The Norway Way: A Lesson from the Past

In 1969, when Phillips Petroleum struck oil at the Ekofisk field in the North Sea, Norway faced a pivotal moment. […]


In 1969, when Phillips Petroleum struck oil at the Ekofisk field in the North Sea, Norway faced a pivotal moment. Unlike many resource-rich nations that squander windfalls or cede control to private giants, Norway charted a deliberate path—often called “The Norway Way”—that transformed finite oil into enduring wealth. This approach offers a powerful lesson in foresight, discipline, and balancing state control with global cooperation.

The Core Strategy

1. State Ownership with a Purpose: Norway didn’t just discover oil—it claimed it. The government established Statoil (now Equinor) in 1972, ensuring the state held significant stakes—often 50% or more—in every oil license. Foreign firms like Shell or Exxon could explore and operate, but Norway retained the lion’s share of control and profits.
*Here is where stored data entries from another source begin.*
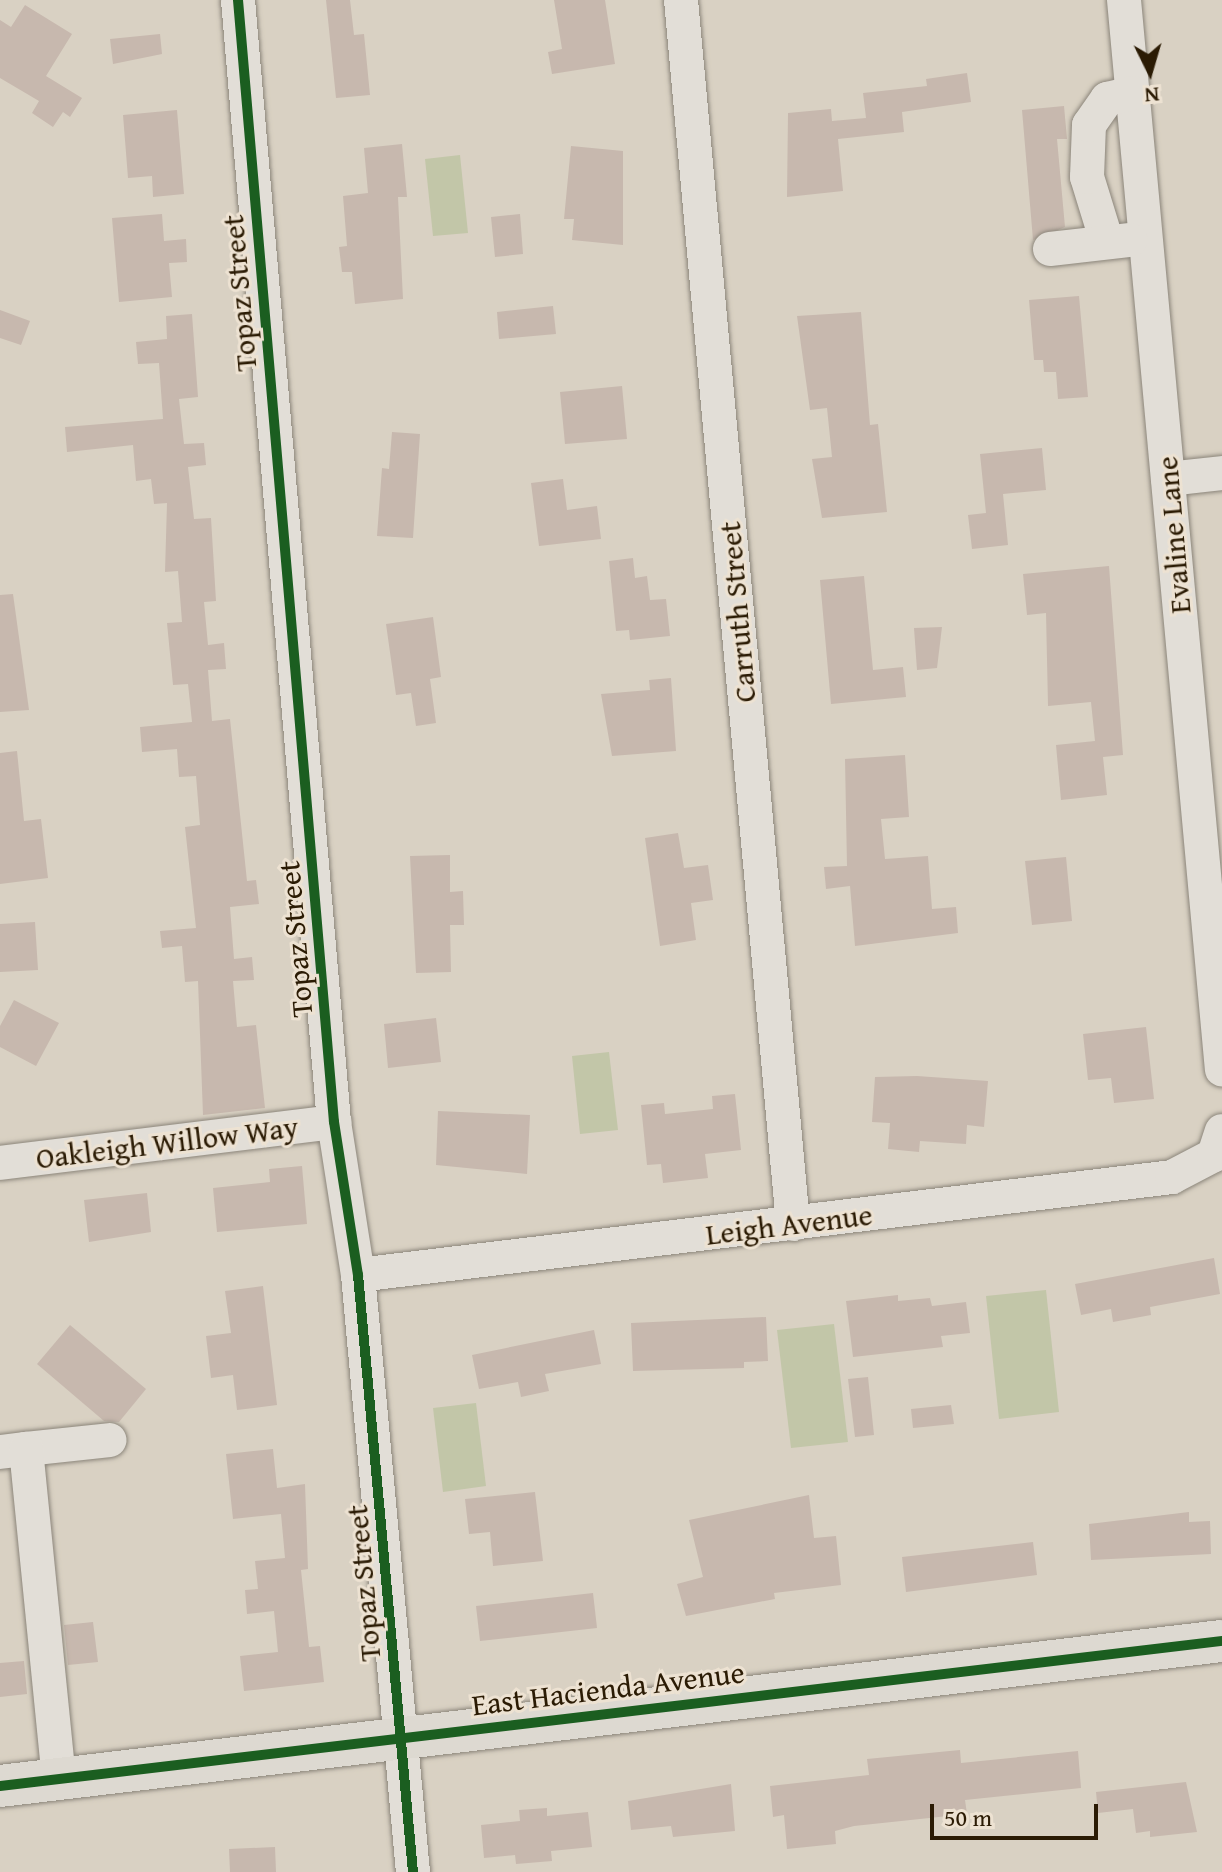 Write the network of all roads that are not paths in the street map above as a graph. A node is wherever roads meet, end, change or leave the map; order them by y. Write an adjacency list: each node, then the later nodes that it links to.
1 (238, 0): 11 (street, Topaz Street)
2 (681, 0): 14 (street, Carruth Street)
3 (1124, 0): 4 (street, Evaline Lane)
4 (1133, 93): 5 (street, Evaline Lane); 6 (street)
5 (1146, 238): 6 (street); 9 (street, Evaline Lane)
6 (1107, 242): 7 (street)
7 (1050, 249)
8 (1222, 473): 9 (street)
9 (1168, 479): 10 (street, Evaline Lane)
10 (1222, 1070)
11 (334, 1122): 13 (street, Oakleigh Willow Way); 15 (street, Topaz Street)
12 (1218, 1143): 14 (street, Leigh Avenue)
13 (0, 1163)
14 (793, 1224): 15 (street, Leigh Avenue)
15 (358, 1275): 19 (street, Topaz Street)
16 (110, 1440): 17 (street)
17 (13, 1450): 20 (street)
18 (1222, 1641): 19 (main road, East Hacienda Avenue)
19 (401, 1737): 20 (main road, East Hacienda Avenue); 22 (street, Topaz Street)
20 (59, 1779): 21 (main road, East Hacienda Avenue)
21 (0, 1786)
22 (413, 1872)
2. The Sovereign Wealth Fund: In 1990, Norway went further, creating the Government Pension Fund Global (initially the Petroleum Fund). Every oil dollar flowed into this “national savings account,” with a strict rule: only 3% could be spent annually (originally 4%, adjusted in 2017). The rest? Invested globally in stocks, bonds, and real estate for future generations.

3. Long-Term Vision: Rather than splurging on short-term gains, Norway prioritized stability. Oil revenues weren’t frittered away on tax cuts or populist handouts—they were safeguarded to avoid the “resource curse” of inflation and economic volatility seen elsewhere.

The Payoff
The results speak volumes. By March 2025, the fund is worth over $1.7 trillion—roughly $300,000 per Norwegian citizen (population: 5.4 million). It owns about 1.5% of all global stocks, from Apple to Toyota, making Norway a financial superpower. In 2020 alone, oil revenues hit £9 billion, dwarfing the UK’s £0.4 billion from the same North Sea basin.
Citizens don’t get direct payouts, but they enjoy a world-class welfare state—free healthcare, education, and infrastructure—funded by this wealth.

Why It Worked

  • Discipline: The 3% spending cap prevented reckless splurging, unlike oil-rich states like Venezuela, where mismanagement led to collapse.
  • State Control with Collaboration: Norway leveraged foreign expertise without losing sovereignty, striking a balance the UK missed by privatizing too much, too fast.
  • Future Focus: By saving rather than spending, Norway turned a depletable resource into a perpetual asset, insulating itself from oil price swings.


Contrast with the Past
Compare this to the UK, which found oil in 1970 (Forties Field) but sold its reserves under Thatcher’s privatization push. The UK reaped short-term gains—economic stabilization, tax cuts—but by 2020, its oil revenue was a trickle, with wealth concentrated in corporate hands. Norway’s lesson stands out: policy matters more than the resource itself.

The Broader Takeaway
The Norway Way teaches that resource wealth isn’t a lottery ticket—it’s a test of governance. Success hinges on resisting the temptation of instant gratification and instead building systems that prioritize the collective future. For nations today—whether rich in oil, lithium, or rare earths—Norway’s past offers a blueprint: retain control, save strategically, and think generations ahead. It’s not about having resources; it’s about what you do with them.